* **Task to complete**
In the data below, find each line containing the string "lane" and return it.

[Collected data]
┌──
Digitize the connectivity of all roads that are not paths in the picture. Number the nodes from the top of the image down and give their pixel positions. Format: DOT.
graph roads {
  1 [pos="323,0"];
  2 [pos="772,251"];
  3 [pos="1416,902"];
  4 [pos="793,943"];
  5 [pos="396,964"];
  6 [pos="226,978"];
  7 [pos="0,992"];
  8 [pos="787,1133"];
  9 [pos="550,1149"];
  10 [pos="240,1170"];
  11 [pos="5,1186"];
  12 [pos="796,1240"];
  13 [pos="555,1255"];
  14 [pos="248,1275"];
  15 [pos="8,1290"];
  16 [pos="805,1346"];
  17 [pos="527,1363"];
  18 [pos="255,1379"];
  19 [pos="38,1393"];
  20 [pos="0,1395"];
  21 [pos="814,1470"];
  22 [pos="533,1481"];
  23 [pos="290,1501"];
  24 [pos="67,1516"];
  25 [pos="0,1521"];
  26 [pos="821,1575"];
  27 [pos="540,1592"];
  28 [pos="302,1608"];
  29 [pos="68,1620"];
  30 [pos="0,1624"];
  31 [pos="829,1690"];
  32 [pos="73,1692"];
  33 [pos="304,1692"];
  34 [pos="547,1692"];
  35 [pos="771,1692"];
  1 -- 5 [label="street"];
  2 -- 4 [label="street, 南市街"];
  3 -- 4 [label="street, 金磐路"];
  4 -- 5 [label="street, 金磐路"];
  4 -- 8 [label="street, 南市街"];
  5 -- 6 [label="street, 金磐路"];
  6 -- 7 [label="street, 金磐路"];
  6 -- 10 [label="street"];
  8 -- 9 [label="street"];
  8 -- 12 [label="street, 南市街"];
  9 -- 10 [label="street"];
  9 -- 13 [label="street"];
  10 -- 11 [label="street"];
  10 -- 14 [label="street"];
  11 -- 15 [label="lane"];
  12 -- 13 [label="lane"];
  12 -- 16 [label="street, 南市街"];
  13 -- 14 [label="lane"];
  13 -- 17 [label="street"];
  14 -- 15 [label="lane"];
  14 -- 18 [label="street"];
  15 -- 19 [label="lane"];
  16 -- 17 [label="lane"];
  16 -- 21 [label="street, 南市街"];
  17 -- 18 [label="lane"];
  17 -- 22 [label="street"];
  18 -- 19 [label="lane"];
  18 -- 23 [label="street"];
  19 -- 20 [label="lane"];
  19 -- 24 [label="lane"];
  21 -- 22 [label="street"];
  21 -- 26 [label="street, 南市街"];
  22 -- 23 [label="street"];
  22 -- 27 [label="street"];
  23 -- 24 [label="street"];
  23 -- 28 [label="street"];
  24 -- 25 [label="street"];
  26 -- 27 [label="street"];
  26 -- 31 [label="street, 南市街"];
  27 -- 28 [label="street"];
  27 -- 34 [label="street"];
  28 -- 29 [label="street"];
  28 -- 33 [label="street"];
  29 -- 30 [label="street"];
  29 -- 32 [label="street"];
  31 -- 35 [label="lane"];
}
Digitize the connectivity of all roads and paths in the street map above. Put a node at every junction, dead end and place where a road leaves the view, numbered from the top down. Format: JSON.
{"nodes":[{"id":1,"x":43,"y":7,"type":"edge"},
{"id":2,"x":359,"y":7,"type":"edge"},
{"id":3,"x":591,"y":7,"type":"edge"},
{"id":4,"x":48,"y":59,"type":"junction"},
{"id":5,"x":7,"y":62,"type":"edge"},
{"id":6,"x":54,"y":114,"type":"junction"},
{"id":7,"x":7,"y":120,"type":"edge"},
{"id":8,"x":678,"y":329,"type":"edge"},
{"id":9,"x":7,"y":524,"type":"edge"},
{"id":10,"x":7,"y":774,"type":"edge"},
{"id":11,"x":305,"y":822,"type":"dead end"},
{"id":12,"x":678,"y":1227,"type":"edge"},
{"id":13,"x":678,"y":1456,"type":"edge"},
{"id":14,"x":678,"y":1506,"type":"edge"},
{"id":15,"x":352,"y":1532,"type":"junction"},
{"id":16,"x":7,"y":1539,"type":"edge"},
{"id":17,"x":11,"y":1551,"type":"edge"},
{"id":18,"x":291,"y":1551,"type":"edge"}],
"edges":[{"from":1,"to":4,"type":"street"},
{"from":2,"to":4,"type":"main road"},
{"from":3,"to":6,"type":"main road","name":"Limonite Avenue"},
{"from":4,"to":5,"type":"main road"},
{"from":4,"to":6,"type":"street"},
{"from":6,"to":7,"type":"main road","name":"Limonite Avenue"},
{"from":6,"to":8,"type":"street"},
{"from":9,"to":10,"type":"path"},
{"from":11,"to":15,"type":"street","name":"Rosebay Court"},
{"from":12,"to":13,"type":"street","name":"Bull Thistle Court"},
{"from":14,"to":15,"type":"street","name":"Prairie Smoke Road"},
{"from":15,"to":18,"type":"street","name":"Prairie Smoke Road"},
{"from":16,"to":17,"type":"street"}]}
└──
* **Response below**
  11 -- 15 [label="lane"];
  12 -- 13 [label="lane"];
  13 -- 14 [label="lane"];
  14 -- 15 [label="lane"];
  15 -- 19 [label="lane"];
  16 -- 17 [label="lane"];
  17 -- 18 [label="lane"];
  18 -- 19 [label="lane"];
  19 -- 20 [label="lane"];
  19 -- 24 [label="lane"];
  31 -- 35 [label="lane"];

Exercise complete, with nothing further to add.